D'abord, un animal sauvage, élevant ses jeunes, en quête de
sa propre nourriture, est-il capable d'adopter pour nourrissons des êtres qui
ne sont pas de son espèce et qui, en principe, sont tout désignés pour devenir
sa proie ?
À cela, nous pouvons dès maintenant répondre oui, sans
hésiter. Les exemples de cette substitution sont innombrables. Qui n'a vu une
chatte nourrir des ratons, une chienne des renardeaux, une fouine même, nous
pouvons en témoigner, de petits écureuils ? On dira qu'en ces cas
l'intervention humaine est pour quelque chose dans le résultat obtenu. Mais, si
les bêtes sont libres, on imagine très bien le mécanisme de l'événement :
la femelle nourrice, sachant le moment venu d'exercer la dentition naissante de
sa progéniture, leur rapporte un gibier dont elle-même n'a pas faim
actuellement. L'exemple est courant avec nos chattes domestiques, ramenant au
gîte des souris vivantes ; et quiconque les a observées a pu souvent
s'apercevoir que les petits commencent généralement par avoir peur de ces
choses inconnues qui remuent sous leur nez et qu'ils n'osent pas toucher
d'abord. La souris est momentanément délaissée. Si elle est assez jeune
elle-même pour n'être pas rendue méfiante par l'expérience, elle cherche,
poussée par son instinct, un refuge. Et lequel peut mieux l'attirer qu'un
endroit chaud, qu'on ne sait quelle appétissante odeur de lait environne !

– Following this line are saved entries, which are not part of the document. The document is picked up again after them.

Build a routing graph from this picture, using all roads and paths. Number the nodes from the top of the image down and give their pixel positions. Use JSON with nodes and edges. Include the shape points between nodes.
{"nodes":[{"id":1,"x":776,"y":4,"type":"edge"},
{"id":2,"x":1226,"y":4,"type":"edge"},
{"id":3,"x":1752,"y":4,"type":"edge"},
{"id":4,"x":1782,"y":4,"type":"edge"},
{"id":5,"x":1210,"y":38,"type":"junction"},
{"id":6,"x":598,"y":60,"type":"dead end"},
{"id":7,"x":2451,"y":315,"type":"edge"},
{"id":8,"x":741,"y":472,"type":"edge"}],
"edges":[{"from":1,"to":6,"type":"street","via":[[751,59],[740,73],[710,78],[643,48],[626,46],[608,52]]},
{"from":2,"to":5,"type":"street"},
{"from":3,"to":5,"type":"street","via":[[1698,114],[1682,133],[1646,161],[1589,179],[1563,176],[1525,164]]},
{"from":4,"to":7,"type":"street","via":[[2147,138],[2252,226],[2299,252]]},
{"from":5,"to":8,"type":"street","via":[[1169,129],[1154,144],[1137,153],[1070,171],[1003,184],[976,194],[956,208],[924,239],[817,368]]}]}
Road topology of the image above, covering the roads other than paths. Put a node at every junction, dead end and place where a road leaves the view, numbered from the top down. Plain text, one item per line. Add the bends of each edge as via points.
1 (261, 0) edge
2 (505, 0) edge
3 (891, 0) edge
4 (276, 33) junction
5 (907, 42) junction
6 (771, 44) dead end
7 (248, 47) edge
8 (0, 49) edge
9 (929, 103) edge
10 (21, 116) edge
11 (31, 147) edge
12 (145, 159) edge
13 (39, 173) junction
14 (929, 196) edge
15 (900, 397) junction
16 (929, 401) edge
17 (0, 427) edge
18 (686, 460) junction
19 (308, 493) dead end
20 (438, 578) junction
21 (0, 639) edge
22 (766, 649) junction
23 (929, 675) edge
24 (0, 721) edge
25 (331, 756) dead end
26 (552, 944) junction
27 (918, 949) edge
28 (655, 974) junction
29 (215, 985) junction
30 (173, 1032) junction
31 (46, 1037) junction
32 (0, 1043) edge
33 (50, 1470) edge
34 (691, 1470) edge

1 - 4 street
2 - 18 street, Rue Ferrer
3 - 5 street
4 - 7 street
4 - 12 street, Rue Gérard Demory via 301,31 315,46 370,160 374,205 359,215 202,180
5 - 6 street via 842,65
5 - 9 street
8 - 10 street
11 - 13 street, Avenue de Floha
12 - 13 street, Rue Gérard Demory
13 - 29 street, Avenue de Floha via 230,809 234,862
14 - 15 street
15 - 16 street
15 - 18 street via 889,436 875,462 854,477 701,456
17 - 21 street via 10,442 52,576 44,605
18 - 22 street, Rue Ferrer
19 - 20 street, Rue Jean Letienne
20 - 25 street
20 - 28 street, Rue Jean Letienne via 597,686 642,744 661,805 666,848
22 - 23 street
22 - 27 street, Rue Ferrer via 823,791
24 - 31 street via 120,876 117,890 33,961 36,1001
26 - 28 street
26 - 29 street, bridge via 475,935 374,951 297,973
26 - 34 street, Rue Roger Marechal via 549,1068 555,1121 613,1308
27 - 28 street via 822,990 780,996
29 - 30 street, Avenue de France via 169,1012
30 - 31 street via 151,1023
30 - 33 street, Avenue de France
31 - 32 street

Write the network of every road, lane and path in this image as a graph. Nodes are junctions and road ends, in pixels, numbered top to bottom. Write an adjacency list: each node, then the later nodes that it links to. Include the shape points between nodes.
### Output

Ce réflexe, nous le connaissons, car nous le provoquons à volonté, quand nous
voulons justement obtenir une adoption de ce genre. De même, il n'est pas
besoin d'une longue surveillance pour s'apercevoir que l'intrus, se frottant et
se mêlant à ses frères de lait, prend à son tour leur odeur. Il est de règle
que la mère s'y trompe. Si, par surcroît, ses mamelles sont gonflées et que
l'intervention du nouveau venu les soulage, ne cherchons pas plus loin. Le tour
est joué.
Mais un bébé humain ne se comporte pas comme un bébé rat,
et, dans le cas qui nous occupe, la durée de son allaitement dépasse de
beaucoup la durée de lactation de sa mère adoptive. Il y a là un contraste qui
semble difficile à concilier.
Pour nous faire une conviction, ne raisonnons pas dans le
vide, mais cherchons si des faits analogues ne se sont jamais produits et ont
pu être plus sérieusement et plus récemment contrôlés que par les contemporains
du roi Numitor.
Tout le monde sait que les enlèvements (nous ne disons pas
élevages) d'enfants par des loups sont un accident banal aux Indes. Des
statistiques officielles, donnant toutes les garanties d'authenticité, le
prouvent annuellement. Il n'y a qu'à les consulter pour en être sûr.
On possède aussi un nombre impressionnant de documents où il
est question d'enfants hindous pour qui s'est renouvelée l'aventure des deux
jumeaux latins. Écartons-en d'emblée la majorité, qui ne sont que d'anciens on
dit, devenus incontrôlables. Mais il en est quelques autres qu'on ne peut
refuser d'admettre qu'en accusant d'impudent mensonge des gouverneurs de
district, des médecins directeurs d'hôpitaux ou des officiers de l'armée
anglaise. Notre défiance n'ira pas jusque-là. Citons l'essentiel de ces
témoignages, dûment enregistrés.
Les choses se passent généralement ainsi. Des chasseurs, ou
des soldats patrouillant au voisinage de la jungle, surprennent une louve
accompagnée de ses louveteaux et d'un enfant de quelques années, qui fuient
devant eux. Ils les poursuivent et, toujours avec beaucoup de difficultés, capturent
le petit d'homme qui se débat, griffe et mord avec fureur ; et ils le
ramènent prisonnier.
Jusqu'à présent, il faut le dire, aucun Européen ou Indien
dont la notoriété soit d'une garantie suffisante n'a été témoin d'une de ces
captures, ce qui n'a d'ailleurs rien d'étonnant. Mais plusieurs ont
immédiatement pris en charge le petit captif. Et celui-ci se présente d'une
telle manière et sous un tel aspect qu'on ne voit vraiment pas où on aurait pu
le découvrir, sinon dans les circonstances indiquées.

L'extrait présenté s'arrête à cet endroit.